Try it: All of the entries below need repeating exactly, apart from their images.

(Data records)

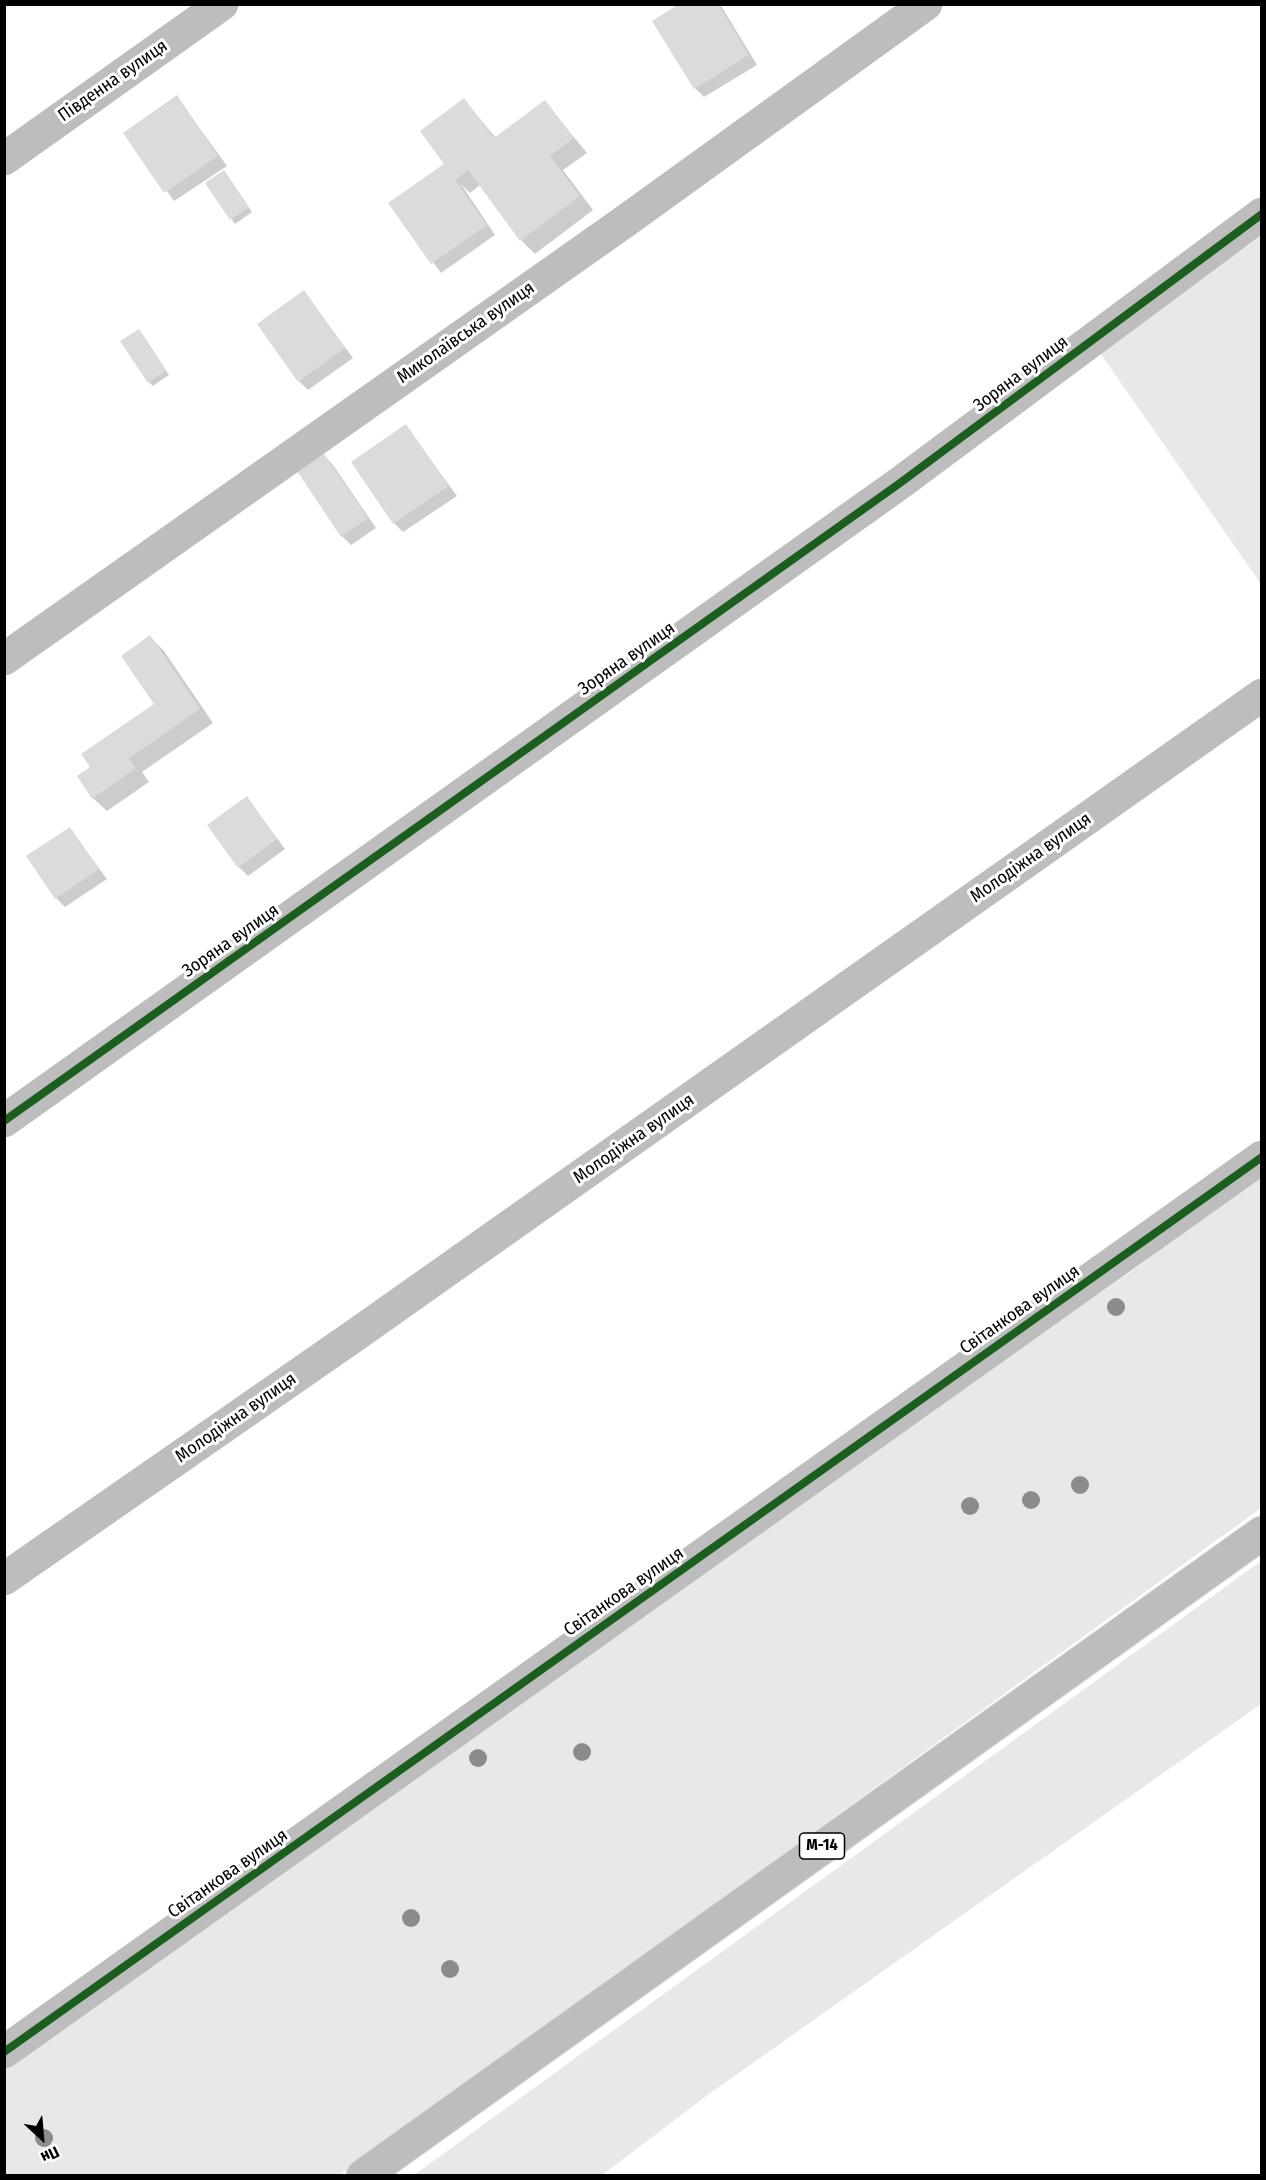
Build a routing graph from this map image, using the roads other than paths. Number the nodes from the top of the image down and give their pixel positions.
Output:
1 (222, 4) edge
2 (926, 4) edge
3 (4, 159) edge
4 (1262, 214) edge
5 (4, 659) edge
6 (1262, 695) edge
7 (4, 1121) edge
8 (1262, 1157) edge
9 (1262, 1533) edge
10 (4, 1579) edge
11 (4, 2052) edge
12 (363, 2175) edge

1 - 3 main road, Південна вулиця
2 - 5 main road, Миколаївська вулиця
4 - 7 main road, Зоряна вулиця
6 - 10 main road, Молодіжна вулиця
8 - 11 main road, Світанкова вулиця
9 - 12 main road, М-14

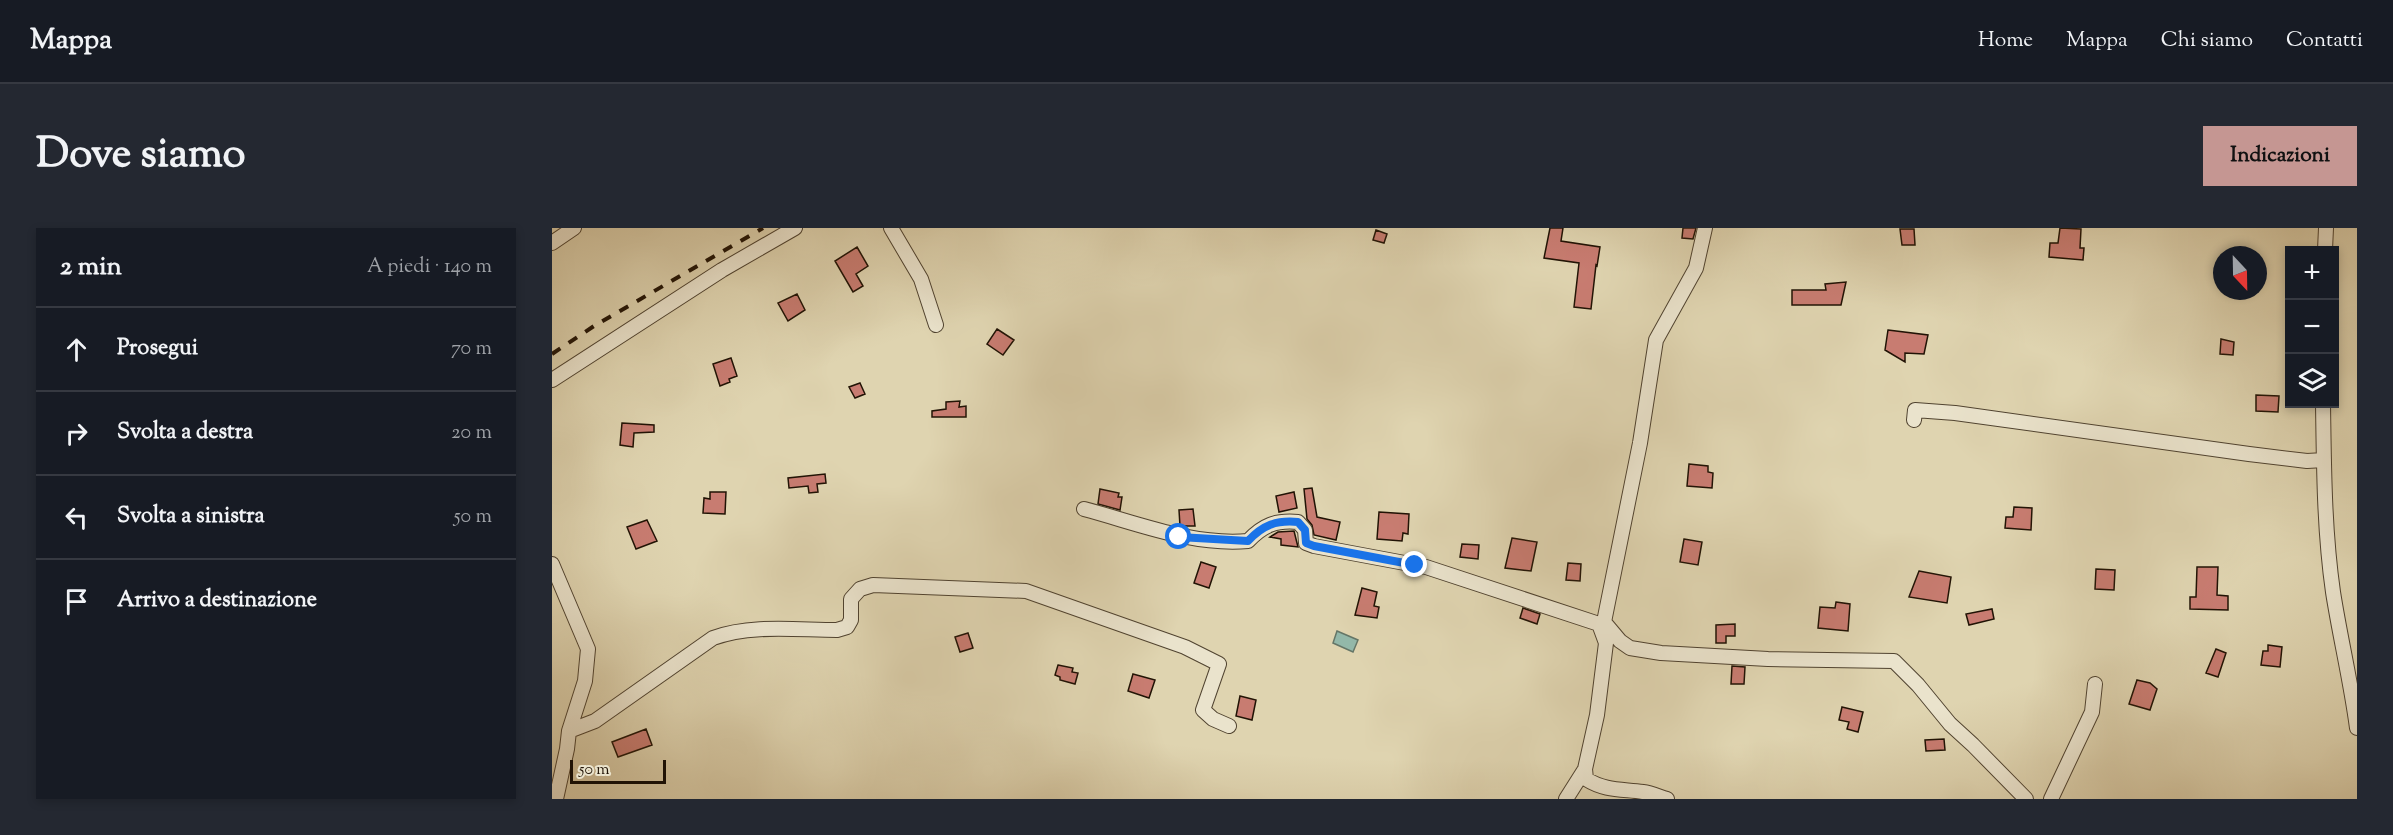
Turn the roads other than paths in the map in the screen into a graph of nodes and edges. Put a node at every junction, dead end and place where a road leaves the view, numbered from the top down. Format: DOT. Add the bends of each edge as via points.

(End Data records)

Task answer:
Build a routing graph from this map image, using the roads other than paths. Number the nodes from the top of the image down and give their pixel positions.
Output:
1 (222, 4) edge
2 (926, 4) edge
3 (4, 159) edge
4 (1262, 214) edge
5 (4, 659) edge
6 (1262, 695) edge
7 (4, 1121) edge
8 (1262, 1157) edge
9 (1262, 1533) edge
10 (4, 1579) edge
11 (4, 2052) edge
12 (363, 2175) edge

1 - 3 main road, Південна вулиця
2 - 5 main road, Миколаївська вулиця
4 - 7 main road, Зоряна вулиця
6 - 10 main road, Молодіжна вулиця
8 - 11 main road, Світанкова вулиця
9 - 12 main road, М-14

Turn the roads other than paths in the map in the screen into a graph of nodes and edges. Put a node at every junction, dead end and place where a road leaves the view, numbered from the top down. Format: DOT. Add the bends of each edge as via points.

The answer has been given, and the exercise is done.